According to Armenian lore, the patron saint of Armenia, Gregory the Illuminator, was offering a meal of love and charity to the poor. There weren't enough sheep to feed the crowds so wheat was added to the cooking pots. They noticed that the wheat was sticking to the bottom of the cauldrons. Saint Gregory advised, "Harekh! Stir it!" Thus, the name of the dish, harissa, came from the saint's own words. Harissa has been offered as a charity meal ever since. The dish is traditionally served on Easter day.

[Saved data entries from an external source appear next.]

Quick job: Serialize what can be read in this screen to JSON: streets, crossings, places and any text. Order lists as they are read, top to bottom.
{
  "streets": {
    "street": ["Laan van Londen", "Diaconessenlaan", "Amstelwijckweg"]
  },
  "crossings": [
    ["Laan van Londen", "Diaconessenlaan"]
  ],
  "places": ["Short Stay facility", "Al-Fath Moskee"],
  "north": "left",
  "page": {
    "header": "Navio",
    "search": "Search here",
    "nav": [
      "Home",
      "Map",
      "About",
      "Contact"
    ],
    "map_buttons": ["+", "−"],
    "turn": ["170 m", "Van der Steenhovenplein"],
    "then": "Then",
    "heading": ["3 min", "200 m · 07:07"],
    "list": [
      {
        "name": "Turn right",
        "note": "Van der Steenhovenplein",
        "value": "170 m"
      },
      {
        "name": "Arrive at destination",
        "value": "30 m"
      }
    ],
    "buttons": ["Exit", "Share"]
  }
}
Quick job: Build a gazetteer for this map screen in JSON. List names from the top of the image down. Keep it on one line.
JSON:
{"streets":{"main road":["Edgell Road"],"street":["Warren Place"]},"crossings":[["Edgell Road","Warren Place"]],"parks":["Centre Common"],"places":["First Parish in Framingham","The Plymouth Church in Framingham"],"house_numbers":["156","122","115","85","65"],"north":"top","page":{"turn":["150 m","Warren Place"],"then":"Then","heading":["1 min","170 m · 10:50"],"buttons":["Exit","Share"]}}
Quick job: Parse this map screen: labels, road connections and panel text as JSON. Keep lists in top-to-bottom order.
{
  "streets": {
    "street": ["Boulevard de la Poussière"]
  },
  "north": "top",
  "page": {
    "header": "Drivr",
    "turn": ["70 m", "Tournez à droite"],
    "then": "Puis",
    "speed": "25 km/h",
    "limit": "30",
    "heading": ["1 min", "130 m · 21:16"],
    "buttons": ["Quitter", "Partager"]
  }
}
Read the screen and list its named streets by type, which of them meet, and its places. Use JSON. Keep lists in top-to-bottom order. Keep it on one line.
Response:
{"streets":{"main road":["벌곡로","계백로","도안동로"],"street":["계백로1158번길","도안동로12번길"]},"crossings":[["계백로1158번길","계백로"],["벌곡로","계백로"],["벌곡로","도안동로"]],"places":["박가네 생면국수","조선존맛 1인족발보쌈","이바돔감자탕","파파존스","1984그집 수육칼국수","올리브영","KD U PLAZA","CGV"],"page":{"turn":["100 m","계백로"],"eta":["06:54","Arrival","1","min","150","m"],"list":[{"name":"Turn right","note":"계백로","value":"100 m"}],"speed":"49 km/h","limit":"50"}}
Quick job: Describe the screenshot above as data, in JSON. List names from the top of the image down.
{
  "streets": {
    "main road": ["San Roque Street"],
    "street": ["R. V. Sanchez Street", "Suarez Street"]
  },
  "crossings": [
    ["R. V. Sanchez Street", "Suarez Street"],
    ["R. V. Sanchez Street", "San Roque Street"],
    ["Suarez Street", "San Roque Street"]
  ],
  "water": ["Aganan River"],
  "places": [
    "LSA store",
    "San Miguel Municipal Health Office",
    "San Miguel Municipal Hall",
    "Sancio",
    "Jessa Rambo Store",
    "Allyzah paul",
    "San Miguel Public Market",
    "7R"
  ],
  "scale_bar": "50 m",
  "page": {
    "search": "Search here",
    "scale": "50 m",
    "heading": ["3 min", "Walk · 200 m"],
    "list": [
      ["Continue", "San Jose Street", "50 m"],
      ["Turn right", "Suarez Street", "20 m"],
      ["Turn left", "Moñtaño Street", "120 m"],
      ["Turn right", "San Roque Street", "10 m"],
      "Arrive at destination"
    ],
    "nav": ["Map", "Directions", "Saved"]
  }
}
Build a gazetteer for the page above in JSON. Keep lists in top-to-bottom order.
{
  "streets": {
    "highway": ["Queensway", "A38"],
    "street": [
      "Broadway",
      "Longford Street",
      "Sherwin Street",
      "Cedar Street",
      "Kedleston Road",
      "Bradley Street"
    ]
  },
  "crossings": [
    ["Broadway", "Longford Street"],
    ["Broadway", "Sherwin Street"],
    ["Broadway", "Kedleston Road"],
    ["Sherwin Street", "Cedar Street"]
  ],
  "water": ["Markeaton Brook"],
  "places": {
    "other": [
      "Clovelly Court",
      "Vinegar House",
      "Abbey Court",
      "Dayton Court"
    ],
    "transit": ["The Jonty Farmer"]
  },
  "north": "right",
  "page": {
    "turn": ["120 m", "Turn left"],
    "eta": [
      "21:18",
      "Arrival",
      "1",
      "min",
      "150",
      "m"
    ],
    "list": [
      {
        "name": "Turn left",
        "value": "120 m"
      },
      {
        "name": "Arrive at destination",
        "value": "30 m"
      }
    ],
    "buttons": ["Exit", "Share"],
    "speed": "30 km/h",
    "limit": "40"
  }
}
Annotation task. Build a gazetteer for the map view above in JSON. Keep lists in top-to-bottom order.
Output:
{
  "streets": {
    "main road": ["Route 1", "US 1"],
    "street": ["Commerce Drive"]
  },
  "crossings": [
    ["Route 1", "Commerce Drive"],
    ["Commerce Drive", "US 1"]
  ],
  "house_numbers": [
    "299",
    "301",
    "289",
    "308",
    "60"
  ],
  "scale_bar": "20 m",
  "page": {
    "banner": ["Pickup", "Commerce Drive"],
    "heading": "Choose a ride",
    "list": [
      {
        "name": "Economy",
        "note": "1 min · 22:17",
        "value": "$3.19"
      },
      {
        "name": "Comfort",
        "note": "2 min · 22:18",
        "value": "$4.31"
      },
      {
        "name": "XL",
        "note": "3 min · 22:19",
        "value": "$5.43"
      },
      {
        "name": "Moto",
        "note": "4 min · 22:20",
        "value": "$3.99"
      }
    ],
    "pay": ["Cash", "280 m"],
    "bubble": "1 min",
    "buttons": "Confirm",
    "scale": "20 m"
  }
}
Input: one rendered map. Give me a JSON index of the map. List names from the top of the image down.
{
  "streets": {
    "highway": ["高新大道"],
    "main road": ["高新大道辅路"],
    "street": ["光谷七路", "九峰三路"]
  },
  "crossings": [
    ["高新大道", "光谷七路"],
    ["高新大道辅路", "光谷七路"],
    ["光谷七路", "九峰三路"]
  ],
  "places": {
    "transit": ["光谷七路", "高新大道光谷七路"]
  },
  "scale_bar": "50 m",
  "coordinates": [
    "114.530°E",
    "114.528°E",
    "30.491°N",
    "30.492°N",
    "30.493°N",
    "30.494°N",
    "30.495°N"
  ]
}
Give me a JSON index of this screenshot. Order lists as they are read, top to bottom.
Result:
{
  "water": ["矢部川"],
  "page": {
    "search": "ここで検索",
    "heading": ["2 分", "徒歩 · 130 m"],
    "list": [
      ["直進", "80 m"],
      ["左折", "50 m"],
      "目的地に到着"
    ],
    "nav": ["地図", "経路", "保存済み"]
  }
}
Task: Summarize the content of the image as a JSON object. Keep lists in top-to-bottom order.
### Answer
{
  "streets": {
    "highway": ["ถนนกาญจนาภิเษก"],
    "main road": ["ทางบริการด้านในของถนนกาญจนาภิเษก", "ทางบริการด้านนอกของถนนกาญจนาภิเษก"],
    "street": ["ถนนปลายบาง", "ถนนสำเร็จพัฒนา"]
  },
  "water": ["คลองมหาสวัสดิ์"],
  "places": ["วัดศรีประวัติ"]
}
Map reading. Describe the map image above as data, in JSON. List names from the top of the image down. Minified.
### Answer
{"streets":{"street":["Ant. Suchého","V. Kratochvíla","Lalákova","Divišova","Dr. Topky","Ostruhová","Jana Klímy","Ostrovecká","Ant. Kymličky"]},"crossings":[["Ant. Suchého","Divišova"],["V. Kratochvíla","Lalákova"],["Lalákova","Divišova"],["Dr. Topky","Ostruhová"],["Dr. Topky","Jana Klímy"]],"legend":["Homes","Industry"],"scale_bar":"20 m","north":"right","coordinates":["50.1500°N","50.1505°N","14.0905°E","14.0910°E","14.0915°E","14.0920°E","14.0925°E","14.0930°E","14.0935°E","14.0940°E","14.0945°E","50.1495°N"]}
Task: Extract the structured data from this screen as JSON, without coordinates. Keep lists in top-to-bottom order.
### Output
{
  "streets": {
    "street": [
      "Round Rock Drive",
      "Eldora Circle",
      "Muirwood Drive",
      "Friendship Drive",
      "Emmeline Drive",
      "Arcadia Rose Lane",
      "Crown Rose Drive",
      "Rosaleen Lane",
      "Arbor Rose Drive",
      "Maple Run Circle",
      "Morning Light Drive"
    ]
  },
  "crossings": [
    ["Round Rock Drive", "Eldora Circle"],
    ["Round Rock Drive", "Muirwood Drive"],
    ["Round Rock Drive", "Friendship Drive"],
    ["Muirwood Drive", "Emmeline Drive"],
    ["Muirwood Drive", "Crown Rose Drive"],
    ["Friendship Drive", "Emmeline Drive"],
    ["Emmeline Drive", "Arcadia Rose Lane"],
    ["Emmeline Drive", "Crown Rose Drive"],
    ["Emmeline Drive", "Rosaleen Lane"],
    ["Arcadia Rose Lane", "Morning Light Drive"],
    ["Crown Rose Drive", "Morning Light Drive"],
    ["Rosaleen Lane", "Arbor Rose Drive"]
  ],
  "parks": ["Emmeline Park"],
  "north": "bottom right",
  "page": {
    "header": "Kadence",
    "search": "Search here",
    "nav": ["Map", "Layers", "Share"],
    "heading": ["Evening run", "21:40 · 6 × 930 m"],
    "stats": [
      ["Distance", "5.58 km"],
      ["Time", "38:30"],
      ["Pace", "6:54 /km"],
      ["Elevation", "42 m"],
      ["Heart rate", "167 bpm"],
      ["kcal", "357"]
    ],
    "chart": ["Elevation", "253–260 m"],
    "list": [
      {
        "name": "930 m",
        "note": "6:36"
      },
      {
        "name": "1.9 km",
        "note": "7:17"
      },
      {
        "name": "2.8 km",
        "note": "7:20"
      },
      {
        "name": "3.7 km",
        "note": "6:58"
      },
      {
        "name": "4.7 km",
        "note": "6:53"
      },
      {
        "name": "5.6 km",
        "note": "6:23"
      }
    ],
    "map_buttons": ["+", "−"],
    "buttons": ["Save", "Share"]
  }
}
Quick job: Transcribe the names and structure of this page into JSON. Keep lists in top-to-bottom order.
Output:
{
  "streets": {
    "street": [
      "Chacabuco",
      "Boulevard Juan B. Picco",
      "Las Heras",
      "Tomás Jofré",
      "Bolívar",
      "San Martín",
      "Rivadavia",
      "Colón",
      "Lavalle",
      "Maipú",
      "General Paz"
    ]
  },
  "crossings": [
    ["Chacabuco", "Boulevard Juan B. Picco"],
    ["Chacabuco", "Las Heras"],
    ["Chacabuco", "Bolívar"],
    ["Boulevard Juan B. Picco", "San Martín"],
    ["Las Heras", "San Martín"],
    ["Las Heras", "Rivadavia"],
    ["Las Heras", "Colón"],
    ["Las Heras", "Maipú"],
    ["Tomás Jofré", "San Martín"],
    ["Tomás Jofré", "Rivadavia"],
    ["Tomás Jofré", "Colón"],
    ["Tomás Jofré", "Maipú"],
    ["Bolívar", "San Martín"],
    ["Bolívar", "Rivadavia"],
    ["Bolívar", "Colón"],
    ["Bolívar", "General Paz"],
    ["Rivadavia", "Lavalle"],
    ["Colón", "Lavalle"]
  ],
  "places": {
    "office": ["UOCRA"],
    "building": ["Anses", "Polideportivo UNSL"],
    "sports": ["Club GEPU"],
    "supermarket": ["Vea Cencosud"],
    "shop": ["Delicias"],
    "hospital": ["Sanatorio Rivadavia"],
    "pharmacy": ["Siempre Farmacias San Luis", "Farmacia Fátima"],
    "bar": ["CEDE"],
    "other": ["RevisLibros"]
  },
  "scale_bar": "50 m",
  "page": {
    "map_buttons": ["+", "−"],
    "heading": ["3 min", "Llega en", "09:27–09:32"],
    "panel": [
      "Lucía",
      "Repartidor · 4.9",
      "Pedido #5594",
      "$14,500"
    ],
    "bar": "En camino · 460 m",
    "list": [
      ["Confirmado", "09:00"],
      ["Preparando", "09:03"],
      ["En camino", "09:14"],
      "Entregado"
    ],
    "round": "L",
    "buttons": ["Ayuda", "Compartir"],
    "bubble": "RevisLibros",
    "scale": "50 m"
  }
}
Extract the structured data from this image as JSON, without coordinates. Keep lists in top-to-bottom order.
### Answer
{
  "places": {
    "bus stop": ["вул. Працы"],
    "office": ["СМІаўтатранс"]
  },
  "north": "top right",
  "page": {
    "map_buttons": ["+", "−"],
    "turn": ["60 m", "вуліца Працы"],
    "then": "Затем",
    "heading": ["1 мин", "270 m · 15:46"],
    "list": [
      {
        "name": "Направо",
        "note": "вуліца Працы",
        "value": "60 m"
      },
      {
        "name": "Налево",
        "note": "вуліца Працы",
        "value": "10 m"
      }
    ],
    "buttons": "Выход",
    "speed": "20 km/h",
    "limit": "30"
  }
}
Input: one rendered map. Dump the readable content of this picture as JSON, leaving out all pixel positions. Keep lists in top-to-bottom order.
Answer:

It is still prepared by many Armenians around the world and is also considered the national dish of Armenia.

History
Harees is documented in Ibn Sayyar al-Warraq's 10th-century cookbook Kitab Al Tabikh., as well as in al-Baghdadi's 13th-century cookbook Kitab Al Tabikh and ibn Razin al-Tujibi's  13th-century Andalusian cookbook Kitab Fadalat al-khiwan fi tayyibat al-ta'am w'al-alwan.

Harees is also the origin of haleem.

Preparation
The wheat is soaked overnight, then simmered in water along with meat and butter or sheep tail fat. Any remaining liquid is strained and the mixture is beaten and seasoned. Harees may be garnished with cinnamon, sugar, and clarified butter.

Variants and traditions
There is a different traditional way of preparing Harees in each of the Arab countries in the Arabian Peninsula area, and among the tribes of these countries. But there is a difference very simple that is optional in some countries. For example, in Saudi Arabia, cardamom pods (Hill or Cardamom) are added. Also it is decorated with parsley.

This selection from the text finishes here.